Three days of Haskell

I spent three days up in Brisbane between March 17-19 on a course called “Introduction to Functional Programming using Haskell“.  It was intense!

The course was run by Tony Morris & Mark Hibberd from NICTA, and Katie Miller from Red Hat. It was originally billed as Lambda Ladies, but it turns out there weren’t quite enough ladies to fill the course, so anyone else interested was invited along too.

The course is a bunch of practical exercises. They excluded the standard Haskell library from the project, and we spent time reimplementing first principles, starting with functions involving Lists.  It’s a very hands-on way of learning how Haskell works. The first day covers pattern matching, folding and functional composition, the next couple deals with abstracts on binding & functors, getting towards monads. You spend some time implementing a couple of concrete problems – a string parser, and a problem involving file IO – to see Haskell in practice.

If you’re familiar with functional programming, you’d understand that’s a LOT of material to cover in three days. I would say that the average learning curve went a bit like this:

Screen Shot 2014-03-20 at 4.39.53 PM

However, having a solid understanding of programming concepts (e.g. lambdas) meant that the more complex concepts were a lot easier to pick up (to a degree).  When I was learning functional programming at university, it took me days to reimplement map properly in Haskell!  Earlier this week, it took five minutes.

Getting to your solution for each problem felt a lot like algebraic substitution and refactoring. First, you make it work, and then you refactor constantly to get the most elegant (read: shortest) solution by taking advantage of functional composition.

I was surprised at how much it ended up looking like a normal chained method once you introduce the point notation, aka functional composition, which is something C# looks to have borrowed heavily from when introducing LINQ.

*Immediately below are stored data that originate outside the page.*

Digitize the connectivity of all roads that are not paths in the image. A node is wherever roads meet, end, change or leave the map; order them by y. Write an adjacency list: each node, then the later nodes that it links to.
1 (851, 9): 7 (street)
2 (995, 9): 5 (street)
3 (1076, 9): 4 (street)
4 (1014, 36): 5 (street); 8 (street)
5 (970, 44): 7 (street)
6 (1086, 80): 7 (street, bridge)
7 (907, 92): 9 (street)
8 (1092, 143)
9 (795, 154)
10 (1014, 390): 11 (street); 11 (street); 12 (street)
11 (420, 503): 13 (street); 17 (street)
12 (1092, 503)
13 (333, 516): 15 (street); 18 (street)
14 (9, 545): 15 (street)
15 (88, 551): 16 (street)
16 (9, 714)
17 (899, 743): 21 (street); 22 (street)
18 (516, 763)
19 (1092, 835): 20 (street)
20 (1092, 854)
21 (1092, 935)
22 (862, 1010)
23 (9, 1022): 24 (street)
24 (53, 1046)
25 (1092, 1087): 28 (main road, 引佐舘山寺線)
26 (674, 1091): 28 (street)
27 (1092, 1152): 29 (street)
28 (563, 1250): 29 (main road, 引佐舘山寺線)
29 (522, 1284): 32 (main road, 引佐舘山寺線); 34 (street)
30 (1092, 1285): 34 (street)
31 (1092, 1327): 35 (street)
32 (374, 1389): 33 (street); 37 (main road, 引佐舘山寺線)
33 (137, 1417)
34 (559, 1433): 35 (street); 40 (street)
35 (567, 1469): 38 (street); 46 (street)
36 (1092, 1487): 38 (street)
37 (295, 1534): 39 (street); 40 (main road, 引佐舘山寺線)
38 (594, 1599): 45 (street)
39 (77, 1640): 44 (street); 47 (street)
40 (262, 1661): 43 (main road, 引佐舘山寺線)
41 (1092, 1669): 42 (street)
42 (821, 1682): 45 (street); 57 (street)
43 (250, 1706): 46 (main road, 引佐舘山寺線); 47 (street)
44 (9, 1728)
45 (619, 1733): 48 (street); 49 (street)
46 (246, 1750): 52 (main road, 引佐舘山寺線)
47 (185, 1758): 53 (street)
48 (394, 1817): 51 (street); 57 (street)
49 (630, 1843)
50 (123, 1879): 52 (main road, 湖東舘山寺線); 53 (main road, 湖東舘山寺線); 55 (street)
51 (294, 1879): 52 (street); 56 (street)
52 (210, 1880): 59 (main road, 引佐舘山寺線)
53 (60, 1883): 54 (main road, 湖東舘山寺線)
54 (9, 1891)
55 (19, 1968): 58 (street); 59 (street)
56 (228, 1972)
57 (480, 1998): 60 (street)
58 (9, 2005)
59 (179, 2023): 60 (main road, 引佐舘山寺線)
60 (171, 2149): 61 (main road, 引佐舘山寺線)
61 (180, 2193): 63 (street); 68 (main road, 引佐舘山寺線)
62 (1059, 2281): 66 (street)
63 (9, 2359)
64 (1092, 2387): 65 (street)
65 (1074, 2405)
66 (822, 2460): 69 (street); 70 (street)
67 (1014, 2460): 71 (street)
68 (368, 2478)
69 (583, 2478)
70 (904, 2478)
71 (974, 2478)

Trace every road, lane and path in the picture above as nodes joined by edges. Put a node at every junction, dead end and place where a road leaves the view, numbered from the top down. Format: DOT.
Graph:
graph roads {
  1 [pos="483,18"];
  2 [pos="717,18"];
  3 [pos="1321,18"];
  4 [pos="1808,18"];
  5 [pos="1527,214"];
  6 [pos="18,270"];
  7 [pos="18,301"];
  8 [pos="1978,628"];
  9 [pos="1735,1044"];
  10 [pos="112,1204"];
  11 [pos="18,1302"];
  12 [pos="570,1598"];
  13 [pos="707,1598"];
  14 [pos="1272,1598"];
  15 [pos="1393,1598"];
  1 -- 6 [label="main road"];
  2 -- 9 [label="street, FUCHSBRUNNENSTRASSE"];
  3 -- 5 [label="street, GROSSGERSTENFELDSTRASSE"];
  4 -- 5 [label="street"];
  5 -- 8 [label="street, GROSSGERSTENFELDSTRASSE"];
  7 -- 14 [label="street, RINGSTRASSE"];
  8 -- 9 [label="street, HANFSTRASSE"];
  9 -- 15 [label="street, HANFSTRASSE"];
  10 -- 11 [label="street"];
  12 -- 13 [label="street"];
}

To take the example from the link above,

ghci> map (\xs -> negate (sum (tail xs))) [[1..5],[3..6],[1..7]]  
[-14,-15,-27]

turns into…

ghci> map (negate . sum . tail) [[1..5],[3..6],[1..7]]  
[-14,-15,-27]

I was also surprised just how much of a rush it was to a) have a solution that type checked properly, and b) actually worked.  Haskell felt like an all-or-nothing proposition, where it either compiled and worked, or was otherwise hopelessly broken and gave you a type checked error that was difficult to decipher.  Otherwise, most other programming languages have a more granular feedback loop and are much easier to debug – you can put logging statements in, for example.

The best takeaway of all were these amazing lambda earrings!

Lambda Earrings

Learn You a Haskell is an excellent (and cute, and free) resource for learning Haskell.